3. the wireless charging that is applied to according to claim 2 receives the charge pump circuit of chip it is characterised in that described The first metal-oxide-semiconductor and the first electric capacity is also included between dickson electric charge pump module and described voltage clamp module, described The source electrode of one metal-oxide-semiconductor, the described grid of the first metal-oxide-semiconductor, the NBL end of the first described metal-oxide-semiconductor, described dickson electric charge The outfan of pump module is connected, the described drain electrode of the first metal-oxide-semiconductor, the described first end of the first electric capacity and described The positive outfan of two Zener is connected, and the second end of the first described electric capacity is grounded.

4. the wireless charging that is applied to according to claim 3 receives the charge pump circuit of chip it is characterised in that described Switching signal generation module includes voltage follower, the second metal-oxide-semiconductor and switching signal generating unit；Described voltage follower Input be connected with described chip internal power supply, the source electrode of the described outfan of voltage follower and the second metal-oxide-semiconductor It is connected, the described drain electrode of the second metal-oxide-semiconductor, the described grid of the second metal-oxide-semiconductor and described switching signal generating unit Power end be connected.

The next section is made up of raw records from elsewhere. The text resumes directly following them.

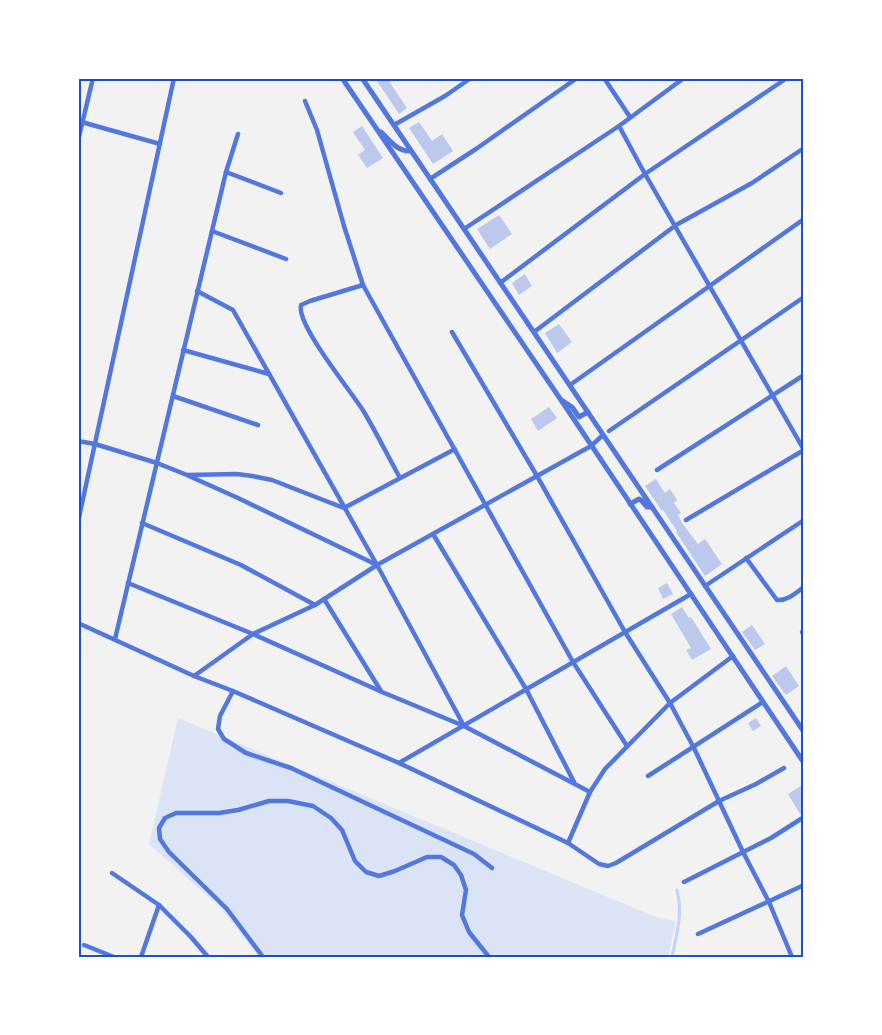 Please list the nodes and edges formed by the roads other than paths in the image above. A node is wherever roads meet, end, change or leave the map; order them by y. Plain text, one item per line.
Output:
1 (93, 78) edge
2 (174, 78) edge
3 (342, 78) edge
4 (362, 78) edge
5 (471, 78) edge
6 (578, 78) edge
7 (604, 78) edge
8 (684, 78) edge
9 (787, 78) edge
10 (305, 101) dead end
11 (630, 117) junction
12 (80, 122) edge
13 (374, 124) junction
14 (394, 126) junction
15 (619, 126) junction
16 (238, 134) dead end
17 (78, 141) edge
18 (160, 144) junction
19 (804, 148) edge
20 (411, 151) junction
21 (226, 172) junction
22 (645, 174) junction
23 (430, 179) junction
24 (281, 193) dead end
25 (804, 219) edge
26 (676, 225) junction
27 (464, 229) junction
28 (212, 231) junction
29 (286, 258) dead end
30 (500, 283) junction
31 (363, 285) junction
32 (711, 286) junction
33 (197, 291) junction
34 (804, 297) edge
35 (534, 332) junction
36 (452, 333) dead end
37 (741, 339) junction
38 (183, 350) junction
39 (269, 374) junction
40 (804, 375) edge
41 (570, 385) junction
42 (773, 395) junction
43 (173, 396) junction
44 (561, 400) junction
45 (588, 412) junction
46 (258, 425) dead end
47 (609, 431) dead end
48 (603, 435) junction
49 (78, 441) edge
50 (95, 444) junction
51 (591, 446) junction
52 (455, 449) junction
53 (804, 450) edge
54 (157, 463) junction
55 (657, 470) dead end
56 (187, 475) junction
57 (537, 476) junction
58 (400, 478) junction
59 (630, 504) junction
60 (485, 505) junction
61 (652, 507) junction
62 (344, 508) junction
63 (686, 520) dead end
64 (804, 520) edge
65 (78, 522) edge
66 (142, 523) junction
67 (433, 534) junction
68 (746, 558) junction
69 (376, 565) junction
70 (128, 583) junction
71 (705, 586) junction
72 (804, 588) edge
73 (691, 594) junction
74 (324, 599) junction
75 (315, 605) junction
76 (78, 623) edge
77 (804, 630) edge
78 (625, 632) junction
79 (254, 634) junction
80 (804, 635) edge
81 (115, 639) junction
82 (733, 656) junction
83 (573, 662) junction
84 (194, 676) junction
85 (526, 689) junction
86 (233, 691) junction
87 (382, 692) junction
88 (763, 702) junction
89 (670, 703) junction
90 (464, 726) junction
91 (804, 732) edge
92 (627, 746) junction
93 (694, 748) junction
94 (399, 763) junction
95 (804, 764) edge
96 (784, 768) dead end
97 (648, 776) dead end
98 (575, 783) junction
99 (590, 792) junction
100 (719, 801) junction
101 (804, 817) edge
102 (568, 843) junction
103 (743, 852) junction
104 (492, 868) dead end
105 (112, 873) dead end
106 (684, 882) dead end
107 (804, 885) edge
108 (769, 902) junction
109 (159, 905) junction
110 (698, 934) dead end
111 (84, 945) dead end
112 (114, 957) edge
113 (141, 957) edge
114 (208, 957) edge
115 (263, 957) edge
116 (489, 957) edge
117 (792, 957) edge

1 - 12 street
2 - 18 street
3 - 13 street
4 - 14 street
5 - 14 street
6 - 23 street
7 - 11 street
8 - 11 street
9 - 22 street
10 - 31 street
11 - 15 street
12 - 17 street
12 - 18 street
13 - 20 street
13 - 44 street
14 - 20 street
15 - 22 street
15 - 27 street
16 - 21 street
18 - 50 street
19 - 26 street
20 - 23 street
21 - 24 street
21 - 28 street
22 - 26 street
22 - 30 street
23 - 27 street
25 - 32 street
26 - 32 street
26 - 35 street
27 - 30 street
28 - 29 street
28 - 33 street
30 - 35 street
31 - 52 street
31 - 58 street
32 - 37 street
32 - 41 street
33 - 38 street
33 - 39 street
34 - 37 street
35 - 41 street
36 - 57 street
37 - 42 street
37 - 47 street
38 - 39 street
38 - 43 street
39 - 62 street
40 - 42 street
41 - 45 street
42 - 53 street
42 - 55 street
43 - 46 street
43 - 54 street
44 - 45 street
44 - 51 street
45 - 48 street
48 - 51 street
48 - 61 street
49 - 50 street
50 - 54 street
50 - 65 street
51 - 57 street
51 - 59 street
52 - 58 street
52 - 60 street
53 - 63 street
54 - 56 street
54 - 66 street
56 - 62 street
56 - 69 street
57 - 60 street
57 - 78 street
58 - 62 street
59 - 61 street
59 - 73 street
60 - 67 street
60 - 83 street
61 - 71 street
62 - 69 street
64 - 68 street
66 - 70 street
66 - 75 street
67 - 69 street
67 - 85 street
68 - 71 street
68 - 72 street
69 - 74 street
69 - 90 street
70 - 79 street
70 - 81 street
71 - 91 street
73 - 78 street
73 - 82 street
74 - 75 street
74 - 87 street
75 - 79 street
76 - 81 street
77 - 80 street
78 - 83 street
78 - 89 street
79 - 84 street
79 - 87 street
81 - 84 street
82 - 88 street
82 - 89 street
83 - 85 street
83 - 92 street
84 - 86 street
85 - 90 street
85 - 98 street
86 - 94 street
86 - 104 street
87 - 90 street
88 - 93 street
88 - 95 street
89 - 92 street
89 - 93 street
90 - 94 street
90 - 98 street
92 - 99 street
93 - 97 street
93 - 100 street
94 - 102 street
96 - 100 street
98 - 99 street
99 - 102 street
100 - 102 street
100 - 103 street
101 - 103 street
103 - 106 street
103 - 108 street
105 - 109 street
107 - 108 street
108 - 110 street
108 - 117 street
109 - 113 street
109 - 114 street
111 - 112 street
115 - 116 street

5. the wireless charging that is applied to according to claim 4 receives the charge pump circuit of chip it is characterised in that described Dickson electric charge pump module include the 3rd NMOS tube, the 4th NMOS tube, the 5th NMOS tube, the 6th NMOS tube, the second electric capacity, Three electric capacity, the 4th electric capacity and the 5th electric capacity, the source electrode of the 3rd described NMOS tube connects the reference voltage of input, and the described 3rd The grid of NMOS tube, the described drain electrode of the 3rd NMOS tube, the described source electrode of the 4th NMOS tube and the second described electric capacity First end be connected；The described grid of the 4th NMOS tube, the described drain electrode of the 4th NMOS tube, the 5th described NMOS tube Source electrode and the first end of the 3rd described electric capacity be connected；The described grid of the 5th NMOS tube, the 5th described NMOS The first end of the drain electrode of pipe, the described source electrode of the 6th NMOS tube and the 4th described electric capacity is connected；Described the 6th The grid of NMOS tube, the described drain electrode of the 6th NMOS tube, the described first end of the 5th electric capacity and the first described metal-oxide-semiconductor Source electrode be connected；Second end of the second described electric capacity and described the second end of the 4th electric capacity and described switching signal First outfan of generation unit is connected, described the second end of the 3rd electric capacity and described the second end of the 5th electric capacity with Second outfan of described switching signal generating unit is connected.